*** Opening Data extract ***

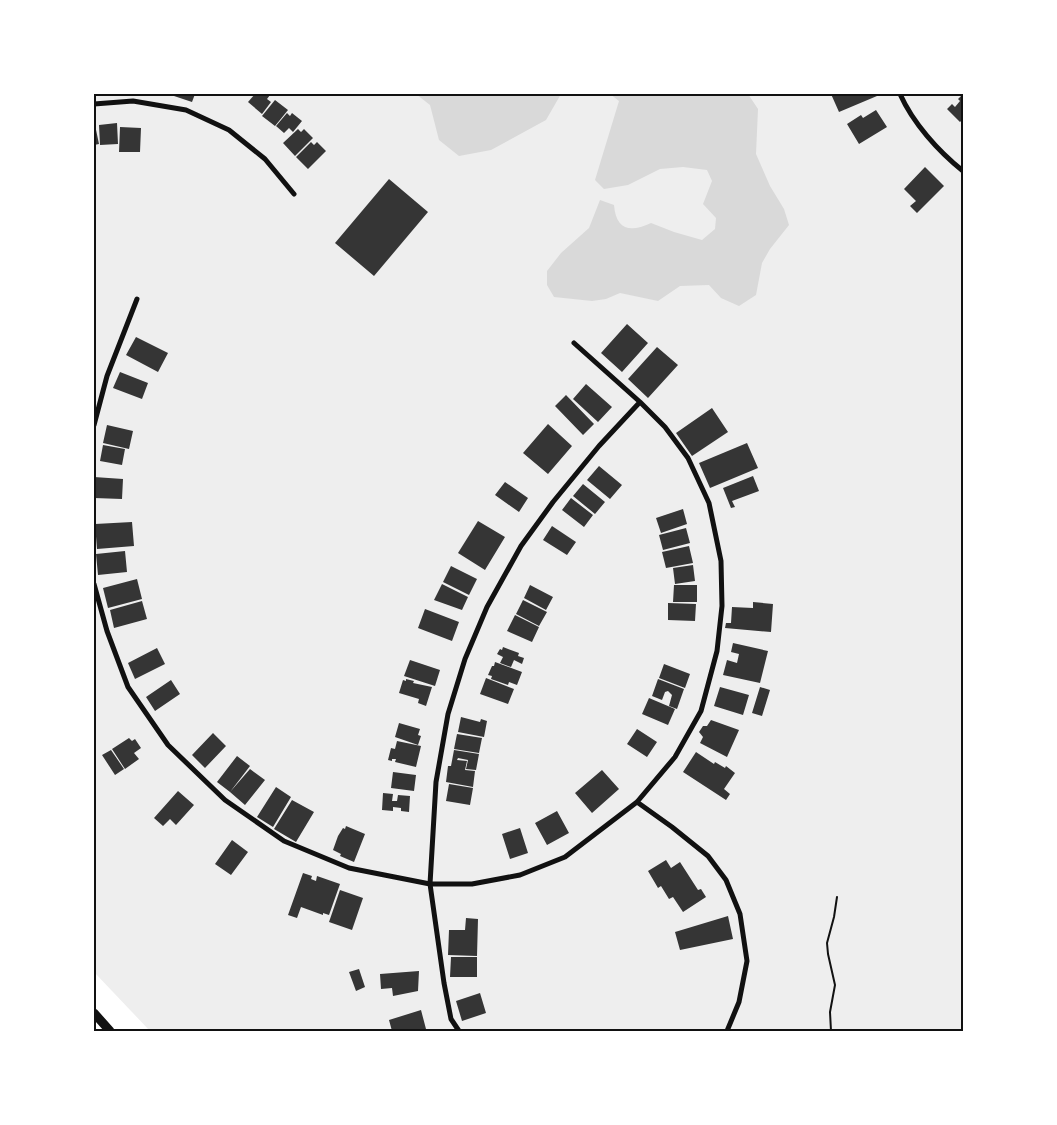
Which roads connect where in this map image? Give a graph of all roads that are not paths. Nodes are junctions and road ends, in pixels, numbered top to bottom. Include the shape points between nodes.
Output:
1 (900, 94) edge
2 (94, 104) edge
3 (963, 171) edge
4 (294, 194) dead end
5 (137, 299) dead end
6 (574, 343) dead end
7 (640, 402) junction
8 (94, 426) edge
9 (94, 584) edge
10 (637, 802) junction
11 (430, 884) junction
12 (94, 1013) edge
13 (110, 1031) edge
14 (459, 1031) edge
15 (727, 1031) edge

1 - 3 street via 926,133
2 - 4 street via 133,101 186,110 229,130 265,159
5 - 8 street via 107,376
6 - 7 street
7 - 10 street via 665,427 688,458 709,504 721,561 722,606 717,651 701,710 675,757
7 - 11 street via 553,502 521,546 487,607 448,714 436,782
9 - 11 street via 107,632 128,687 168,745 225,800 284,841 349,868
10 - 11 street via 565,857 520,875 472,884
10 - 15 street via 708,856 726,880 740,914 747,961 739,1002
11 - 14 street via 444,983 452,1019
12 - 13 main road

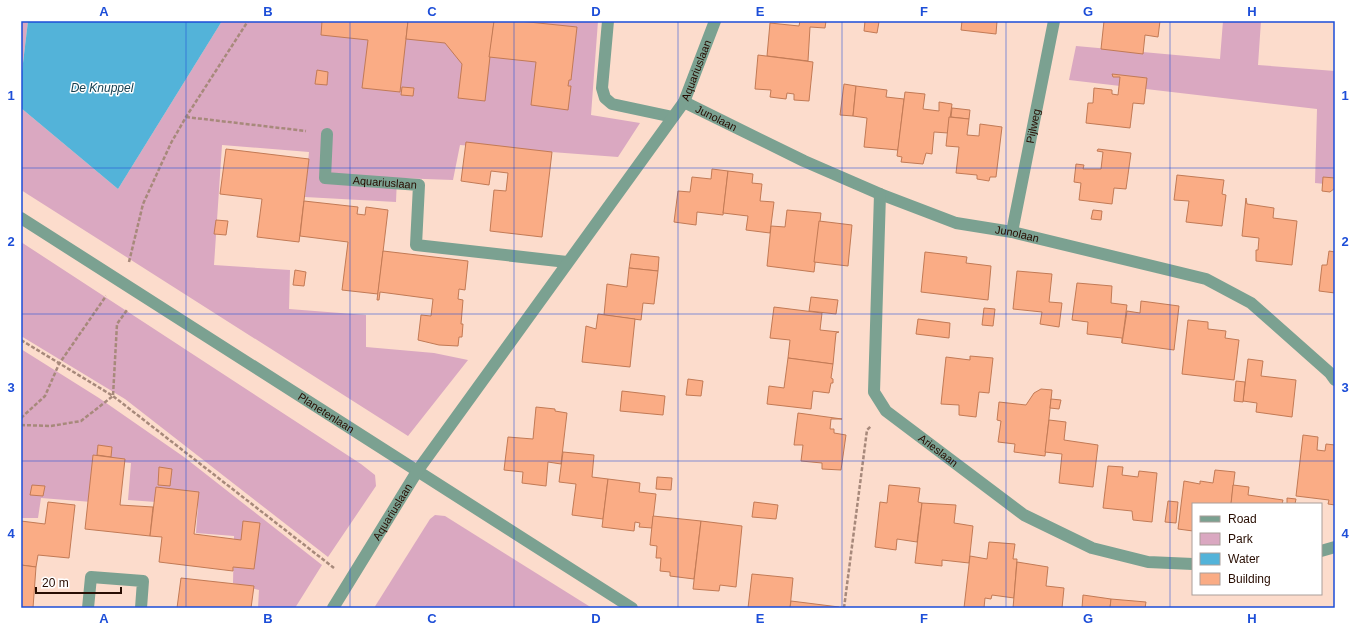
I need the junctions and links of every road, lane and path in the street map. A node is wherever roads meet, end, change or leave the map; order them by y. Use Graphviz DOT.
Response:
graph roads {
  1 [pos="248,21"];
  2 [pos="608,21"];
  3 [pos="715,21"];
  4 [pos="1054,21"];
  5 [pos="684,102"];
  6 [pos="186,117"];
  7 [pos="673,117"];
  8 [pos="327,134"];
  9 [pos="880,194"];
  10 [pos="21,218"];
  11 [pos="1012,232"];
  12 [pos="567,262"];
  13 [pos="118,280"];
  14 [pos="138,293"];
  15 [pos="21,340"];
  16 [pos="59,364"];
  17 [pos="1335,380"];
  18 [pos="113,396"];
  19 [pos="886,411"];
  20 [pos="21,418"];
  21 [pos="21,425"];
  22 [pos="418,470"];
  23 [pos="1335,547"];
  24 [pos="1322,550"];
  25 [pos="1192,564"];
  26 [pos="350,581"];
  27 [pos="88,608"];
  28 [pos="141,608"];
  29 [pos="333,608"];
  30 [pos="632,608"];
  31 [pos="844,608"];
  1 -- 6 [label="path"];
  2 -- 7 [label="street"];
  3 -- 5 [label="street, Aquariuslaan"];
  4 -- 11 [label="street, Pijlweg"];
  5 -- 7 [label="street, Aquariuslaan"];
  5 -- 9 [label="street, Junolaan"];
  6 -- 8 [label="path"];
  6 -- 13 [label="path"];
  7 -- 12 [label="street, Aquariuslaan"];
  8 -- 12 [label="street, Aquariuslaan"];
  9 -- 11 [label="street, Junolaan"];
  9 -- 19 [label="street, Arieslaan"];
  10 -- 13 [label="street, Planetenlaan"];
  11 -- 17 [label="street, Junolaan"];
  12 -- 22 [label="street, Aquariuslaan"];
  13 -- 14 [label="street, Planetenlaan"];
  13 -- 16 [label="path"];
  14 -- 18 [label="path"];
  14 -- 22 [label="street, Planetenlaan"];
  15 -- 16 [label="path"];
  16 -- 18 [label="path"];
  16 -- 20 [label="path"];
  18 -- 21 [label="path"];
  18 -- 26 [label="path"];
  19 -- 25 [label="street, Arieslaan"];
  19 -- 31 [label="path"];
  22 -- 26 [label="street, Aquariuslaan"];
  22 -- 30 [label="street, Planetenlaan"];
  23 -- 24 [label="street"];
  26 -- 29 [label="street, Aquariuslaan"];
  27 -- 28 [label="street"];
}
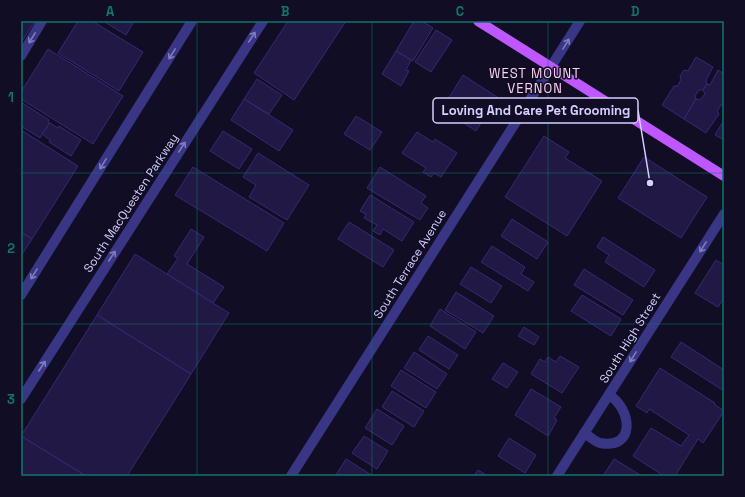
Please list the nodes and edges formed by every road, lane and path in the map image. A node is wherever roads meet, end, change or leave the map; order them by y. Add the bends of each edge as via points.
1 (42, 21) edge
2 (192, 21) edge
3 (263, 21) edge
4 (478, 21) edge
5 (580, 21) edge
6 (21, 56) edge
7 (551, 67) junction
8 (724, 176) edge
9 (724, 214) edge
10 (21, 295) edge
11 (609, 395) junction
12 (21, 399) edge
13 (584, 433) junction
14 (291, 476) edge
15 (557, 476) edge

1 -> 6 street
2 -> 10 street
12 -> 3 street, South MacQuesten Parkway
4 - 7 main road
7 -> 5 street, South Terrace Avenue
7 - 8 main road
7 - 14 street, South Terrace Avenue
9 -> 11 street, South High Street
11 - 13 street, South High Street
11 - 13 street via 622,408 627,420 622,440 599,443
13 - 15 street, South High Street

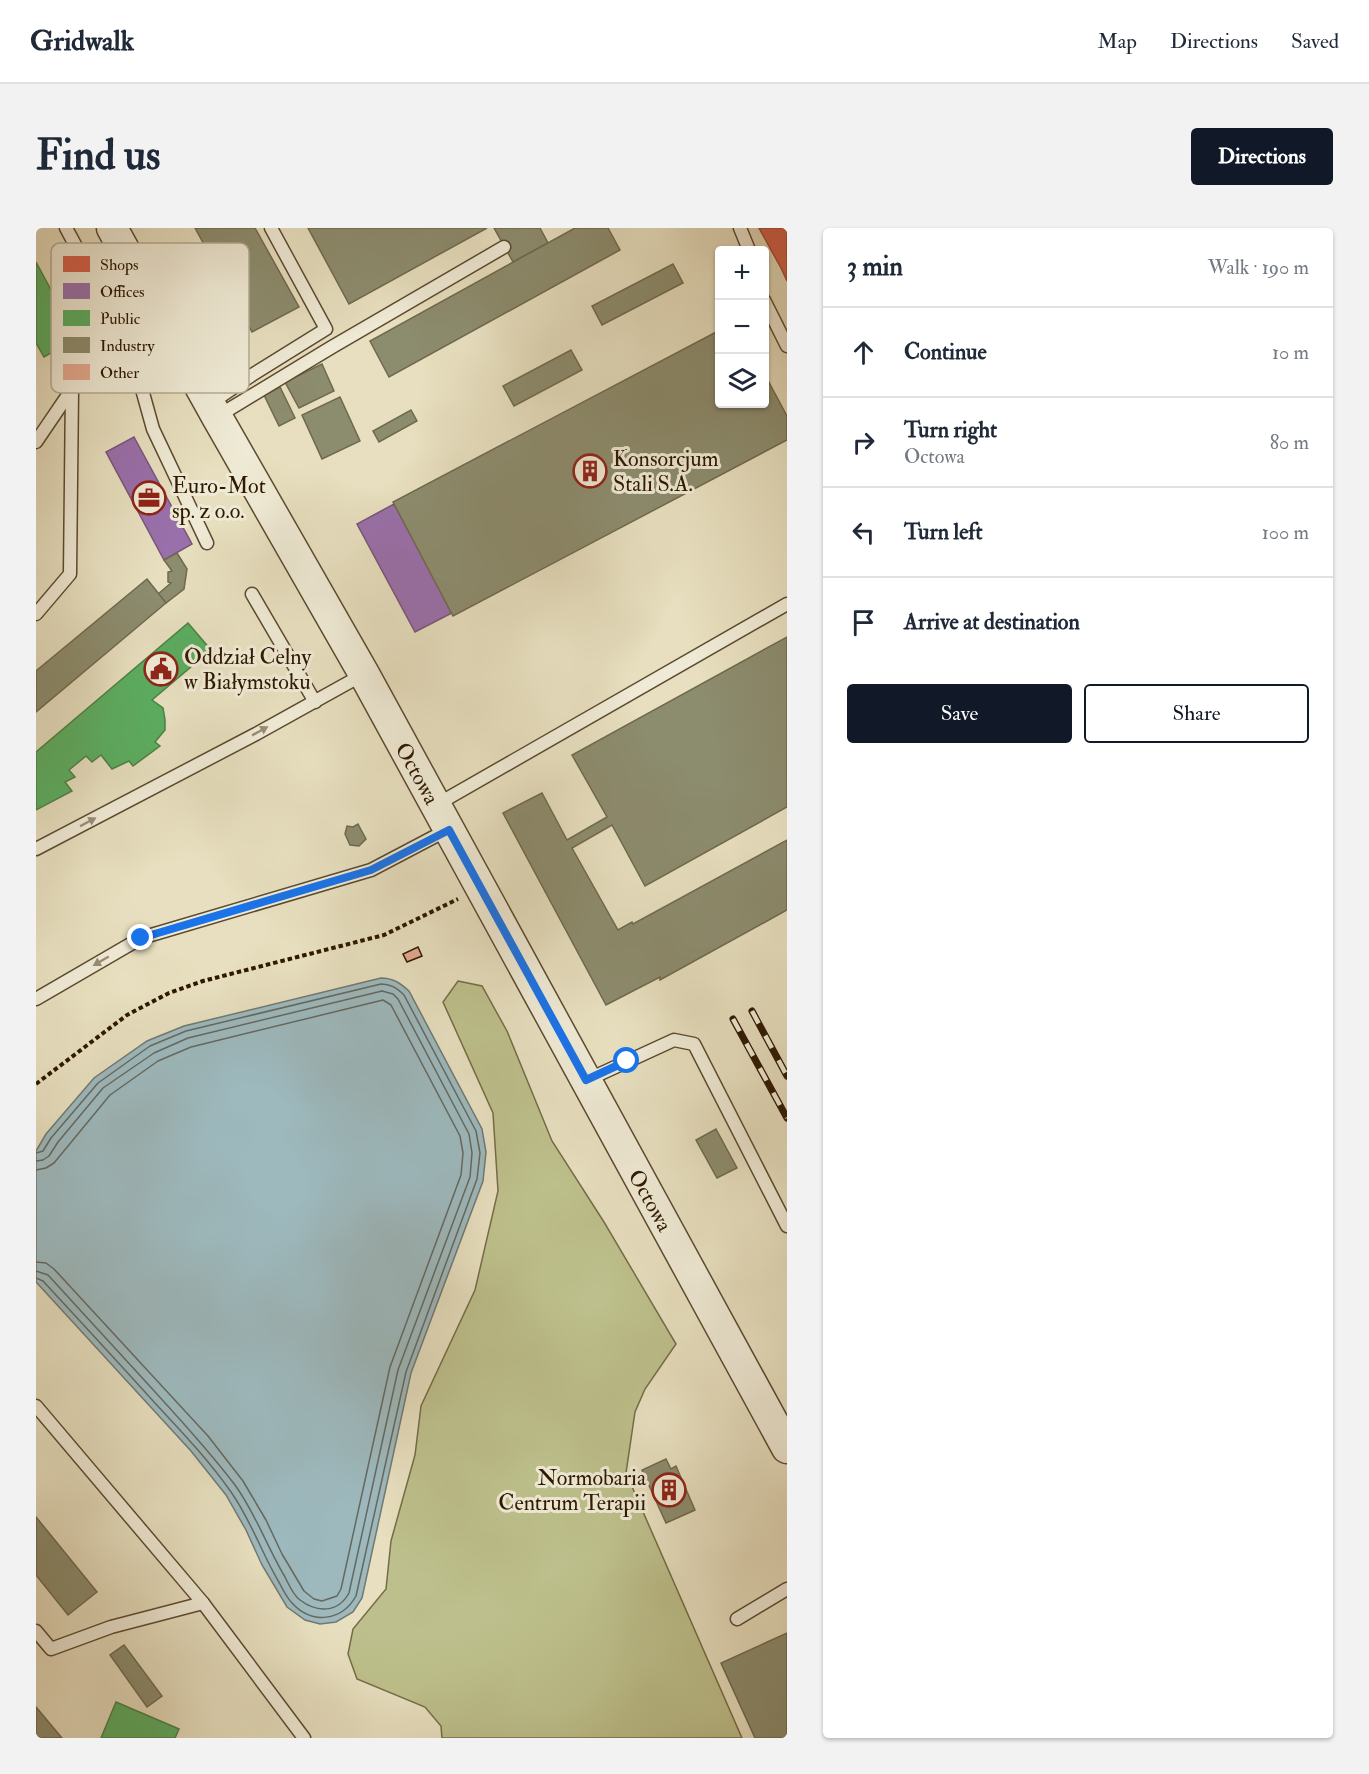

*** Closing Data extract ***

| What the task asks |
Wherever the string "junctions" appears in a line of the records above, copy that line.

| Exercise output |
Which roads connect where in this map image? Give a graph of all roads that are not paths. Nodes are junctions and road ends, in pixels, numbered top to bottom. Include the shape points between nodes.
I need the junctions and links of every road, lane and path in the street map. A node is wherever roads meet, end, change or leave the map; order them by y. Use Graphviz DOT.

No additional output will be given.